Empress Queen was the largest and fastest paddle-driven cross-channel steamship ever built. Her tonnage was ; registered length 360.1 ft, beam 42.3 ft, depth 17.0 ft. The engine design was very advanced for its day. The machinery consisted of two diagonal surface condensing engines. There were three steam cylinders placed side by side, working on three cranks; the high pressure cylinder being situated between the two low pressure cylinders. The high pressure cylinder was fitted with a piston valve and each of the low pressure cylinders with flat slide valves, which were controlled by double eccentrics and link motion valve gear. The starting and reversing was achieved by a large steam and hydraulic engine constructed on the direct acting principle.

The high pressure cylinder was 68 inches in diameter with the two low-pressure cylinders 92 inches in diameter. The stroke was 84 inches and the usual running speed was 44 rpm.

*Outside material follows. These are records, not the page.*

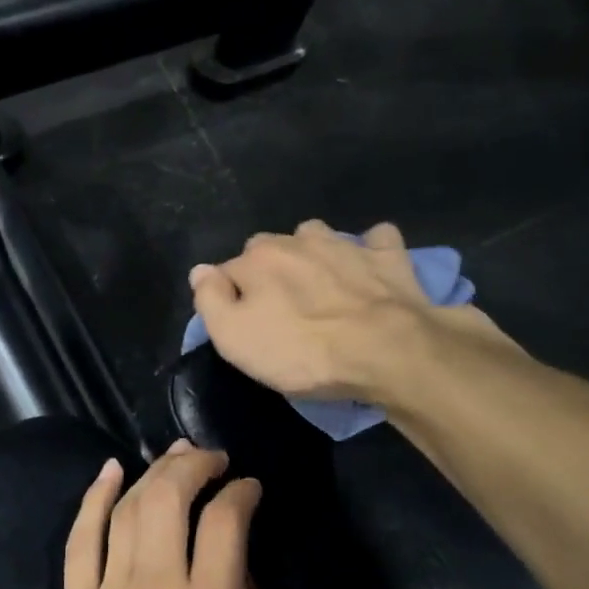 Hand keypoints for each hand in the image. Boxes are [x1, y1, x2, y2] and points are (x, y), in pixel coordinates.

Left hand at [38, 443, 297, 588]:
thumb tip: (256, 582)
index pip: (227, 522)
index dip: (242, 493)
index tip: (251, 490)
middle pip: (169, 497)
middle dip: (195, 465)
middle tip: (212, 459)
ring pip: (125, 509)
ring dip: (151, 473)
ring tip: (173, 458)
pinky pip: (79, 541)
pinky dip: (94, 499)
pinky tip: (109, 473)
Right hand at [190, 219, 513, 402]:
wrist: (386, 352)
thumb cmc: (303, 352)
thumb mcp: (235, 339)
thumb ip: (210, 301)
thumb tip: (200, 271)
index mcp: (258, 259)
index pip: (229, 270)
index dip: (231, 297)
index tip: (243, 324)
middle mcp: (298, 240)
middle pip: (271, 249)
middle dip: (271, 270)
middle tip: (281, 309)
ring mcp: (346, 244)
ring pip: (319, 237)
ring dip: (315, 254)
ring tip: (321, 285)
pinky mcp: (388, 256)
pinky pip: (376, 239)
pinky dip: (371, 249)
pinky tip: (370, 268) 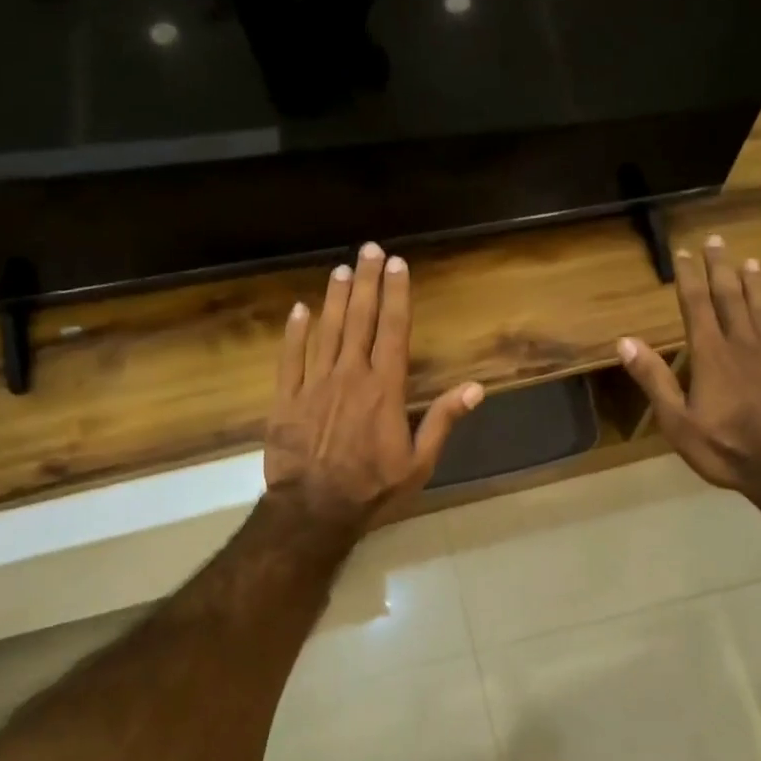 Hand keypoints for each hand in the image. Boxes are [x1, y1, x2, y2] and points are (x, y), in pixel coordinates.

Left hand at [265, 243, 483, 532]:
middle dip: (368, 282)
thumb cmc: (373, 489)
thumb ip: (443, 421)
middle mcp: (349, 375)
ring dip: (335, 298)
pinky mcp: (285, 399)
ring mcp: (313, 384)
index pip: (393, 331)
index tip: (399, 265)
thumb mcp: (419, 463)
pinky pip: (289, 358)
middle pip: (360, 320)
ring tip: (342, 270)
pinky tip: (299, 310)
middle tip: (370, 250)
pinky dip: (294, 332)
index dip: (397, 295)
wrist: (314, 511)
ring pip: (326, 331)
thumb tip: (475, 388)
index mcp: (384, 389)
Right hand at [615, 234, 760, 497]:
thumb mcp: (677, 421)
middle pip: (731, 299)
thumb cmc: (725, 447)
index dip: (689, 278)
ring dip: (756, 286)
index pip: (696, 306)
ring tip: (752, 262)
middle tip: (717, 241)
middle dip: (721, 269)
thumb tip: (625, 341)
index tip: (683, 252)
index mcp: (711, 355)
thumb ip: (654, 379)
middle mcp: (744, 346) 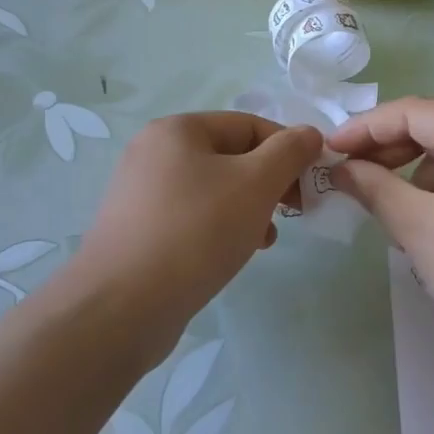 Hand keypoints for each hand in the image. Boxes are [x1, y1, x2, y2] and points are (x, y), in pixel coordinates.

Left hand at [74, 112, 322, 347]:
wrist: (121, 308)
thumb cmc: (195, 233)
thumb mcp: (255, 184)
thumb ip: (289, 152)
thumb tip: (309, 134)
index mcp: (178, 130)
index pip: (250, 125)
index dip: (288, 150)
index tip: (311, 184)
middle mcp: (154, 153)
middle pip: (232, 156)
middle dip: (269, 182)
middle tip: (294, 211)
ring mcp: (142, 193)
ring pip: (215, 189)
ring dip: (249, 208)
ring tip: (265, 238)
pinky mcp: (140, 231)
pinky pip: (194, 217)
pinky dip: (221, 227)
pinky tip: (236, 252) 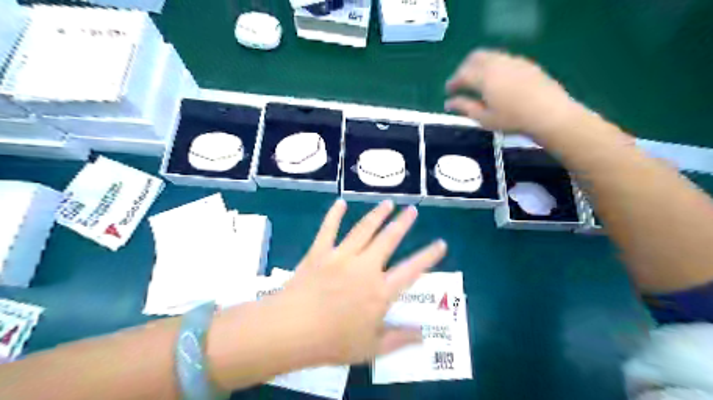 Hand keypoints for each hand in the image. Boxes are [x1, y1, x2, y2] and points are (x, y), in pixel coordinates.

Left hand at [275, 199, 443, 365]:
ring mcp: (341, 256)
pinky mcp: (320, 252)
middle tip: (412, 209)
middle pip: (388, 239)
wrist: (292, 329)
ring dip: (377, 214)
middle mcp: (365, 267)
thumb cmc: (333, 342)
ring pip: (364, 229)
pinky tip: (341, 203)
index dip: (429, 256)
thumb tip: (424, 335)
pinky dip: (335, 214)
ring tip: (388, 203)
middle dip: (403, 223)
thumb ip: (399, 339)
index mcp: (380, 290)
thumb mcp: (371, 348)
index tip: (441, 243)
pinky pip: (328, 228)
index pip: (412, 269)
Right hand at [444, 49, 584, 138]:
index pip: (462, 74)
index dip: (453, 82)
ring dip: (479, 65)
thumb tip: (449, 103)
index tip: (448, 91)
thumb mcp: (484, 118)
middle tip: (461, 83)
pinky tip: (497, 81)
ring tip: (478, 82)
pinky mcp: (526, 63)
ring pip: (490, 55)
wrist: (549, 114)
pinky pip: (503, 59)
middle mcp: (497, 63)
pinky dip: (493, 66)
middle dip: (464, 68)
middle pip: (474, 58)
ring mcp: (513, 61)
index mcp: (484, 77)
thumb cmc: (512, 120)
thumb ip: (464, 107) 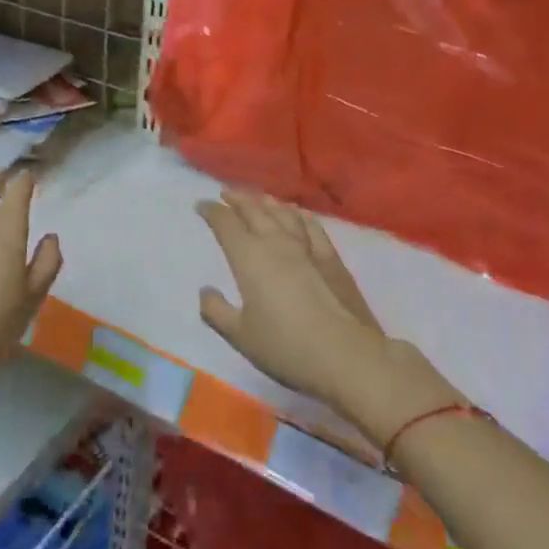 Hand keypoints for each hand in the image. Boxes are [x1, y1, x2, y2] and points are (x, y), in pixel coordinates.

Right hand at [195, 189, 460, 443]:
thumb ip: (217, 311)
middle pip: (254, 210)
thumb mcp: (240, 336)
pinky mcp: (331, 257)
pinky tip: (297, 213)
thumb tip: (206, 291)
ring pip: (282, 213)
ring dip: (266, 202)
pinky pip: (312, 225)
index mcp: (249, 257)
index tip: (202, 205)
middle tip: (226, 193)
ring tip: (257, 198)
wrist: (346, 354)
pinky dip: (299, 215)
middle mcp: (276, 242)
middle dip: (237, 199)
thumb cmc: (286, 347)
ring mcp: (307, 246)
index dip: (212, 211)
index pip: (225, 224) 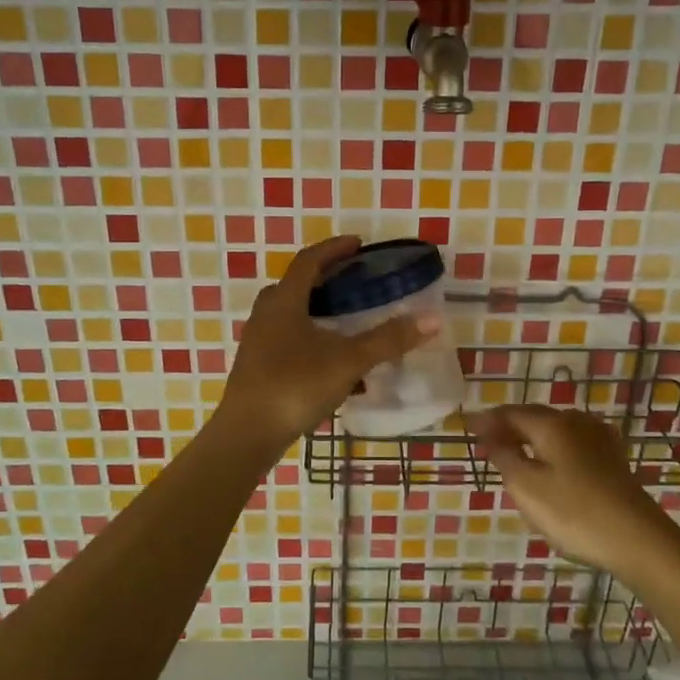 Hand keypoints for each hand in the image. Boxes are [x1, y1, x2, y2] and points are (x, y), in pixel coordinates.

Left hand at [218, 235, 437, 450]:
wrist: (247, 435)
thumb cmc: (295, 386)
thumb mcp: (348, 361)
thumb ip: (388, 340)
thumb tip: (432, 319)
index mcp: (284, 302)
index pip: (309, 261)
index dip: (334, 249)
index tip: (358, 244)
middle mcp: (266, 315)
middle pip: (296, 285)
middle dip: (326, 279)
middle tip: (355, 280)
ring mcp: (258, 342)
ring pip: (292, 315)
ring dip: (319, 311)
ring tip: (348, 321)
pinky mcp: (258, 367)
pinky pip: (289, 340)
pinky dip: (313, 339)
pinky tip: (334, 365)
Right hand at [469, 405, 670, 580]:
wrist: (638, 540)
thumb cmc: (574, 512)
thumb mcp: (526, 487)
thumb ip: (504, 456)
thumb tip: (489, 434)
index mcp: (552, 424)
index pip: (510, 413)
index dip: (486, 420)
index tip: (466, 427)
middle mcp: (576, 422)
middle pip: (534, 417)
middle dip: (508, 427)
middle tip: (486, 442)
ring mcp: (599, 439)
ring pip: (555, 429)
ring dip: (531, 437)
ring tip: (514, 452)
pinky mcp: (613, 459)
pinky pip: (573, 443)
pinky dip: (553, 447)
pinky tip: (553, 460) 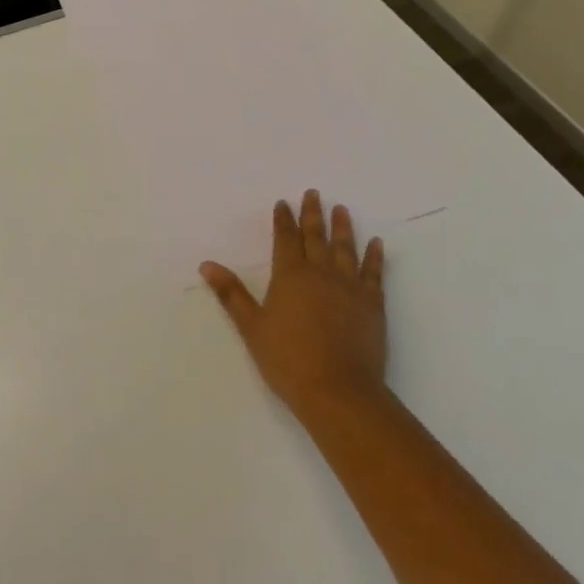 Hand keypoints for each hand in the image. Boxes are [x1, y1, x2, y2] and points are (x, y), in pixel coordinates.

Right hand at [201, 190, 387, 421]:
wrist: (338, 391)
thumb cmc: (288, 359)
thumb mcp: (252, 327)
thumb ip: (231, 293)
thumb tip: (206, 264)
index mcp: (290, 275)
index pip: (285, 238)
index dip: (283, 219)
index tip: (283, 203)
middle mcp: (320, 272)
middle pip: (316, 236)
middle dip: (313, 213)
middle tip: (314, 193)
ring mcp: (349, 286)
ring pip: (345, 248)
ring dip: (342, 227)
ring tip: (341, 209)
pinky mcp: (372, 303)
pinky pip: (373, 272)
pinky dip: (374, 256)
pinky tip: (376, 243) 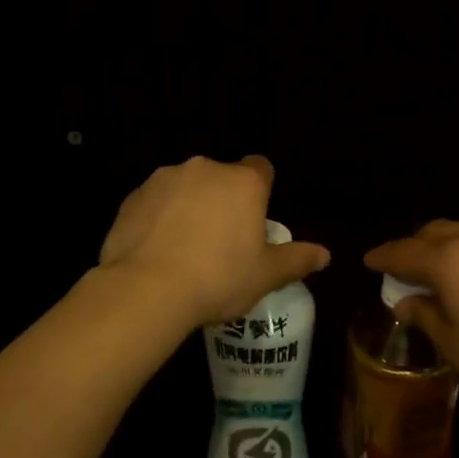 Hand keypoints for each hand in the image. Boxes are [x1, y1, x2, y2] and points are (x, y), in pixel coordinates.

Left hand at [99, 156, 330, 327]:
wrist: (147, 288)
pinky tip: (156, 250)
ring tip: (184, 249)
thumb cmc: (218, 278)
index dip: (260, 191)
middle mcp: (204, 169)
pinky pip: (155, 202)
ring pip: (185, 187)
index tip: (254, 219)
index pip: (261, 168)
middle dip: (223, 201)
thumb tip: (325, 255)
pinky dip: (158, 218)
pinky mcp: (133, 196)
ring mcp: (164, 179)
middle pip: (221, 178)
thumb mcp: (265, 275)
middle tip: (221, 242)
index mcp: (242, 182)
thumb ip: (296, 260)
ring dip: (189, 207)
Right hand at [364, 220, 458, 421]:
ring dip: (448, 248)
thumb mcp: (457, 348)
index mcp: (450, 262)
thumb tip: (407, 301)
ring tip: (447, 276)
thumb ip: (427, 317)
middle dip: (415, 246)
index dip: (383, 257)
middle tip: (407, 271)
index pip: (404, 252)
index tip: (369, 262)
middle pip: (435, 232) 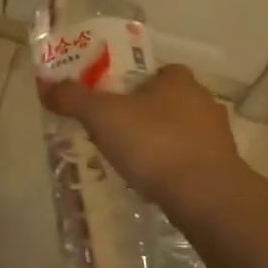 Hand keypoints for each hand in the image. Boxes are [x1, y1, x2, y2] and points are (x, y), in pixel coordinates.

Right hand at [37, 64, 241, 210]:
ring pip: (176, 130)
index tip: (107, 101)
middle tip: (111, 131)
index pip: (151, 71)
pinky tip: (151, 180)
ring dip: (155, 141)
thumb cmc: (154, 144)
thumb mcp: (102, 116)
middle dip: (139, 113)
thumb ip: (72, 98)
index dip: (127, 83)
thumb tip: (46, 86)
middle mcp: (202, 100)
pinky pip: (186, 158)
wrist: (206, 197)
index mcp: (178, 79)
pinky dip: (169, 165)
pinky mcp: (221, 167)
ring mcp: (216, 135)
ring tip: (128, 160)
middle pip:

The condenser was cylindrical and placed athwartships between the cylinders and the supports for the shafting, while the condensing water was supplied by a separate circulating pump, worked by an independent engine.

The paddle wheels were constructed of steel on the feathering principle with curved floats. Steam was supplied to the engines from four double-ended boilers, producing a boiler steam pressure of 140 psi arranged in two compartments, one forward and one aft of the engine room. The boilers were of the multitubular return marine type, each having eight corrugated furnaces being constructed entirely of steel to Board of Trade requirements and working on a system of forced draught with fans fitted to supply air. Sixteen firemen worked at her 32 furnaces.

The engines developed 10,000 ihp (this compared to the 6,500 ihp developed by the Queen Victoria and Prince of Wales and 4,500 ihp in the Mona's Isle) and produced to give Empress Queen a service speed of 21.5 kn. Her boilers and engines also came from her builder.

At the time, her engines and paddle wheels were claimed to be the heaviest ever placed in a cross-channel paddle steamer, with one paddle shaft wheel alone weighing 70 tons.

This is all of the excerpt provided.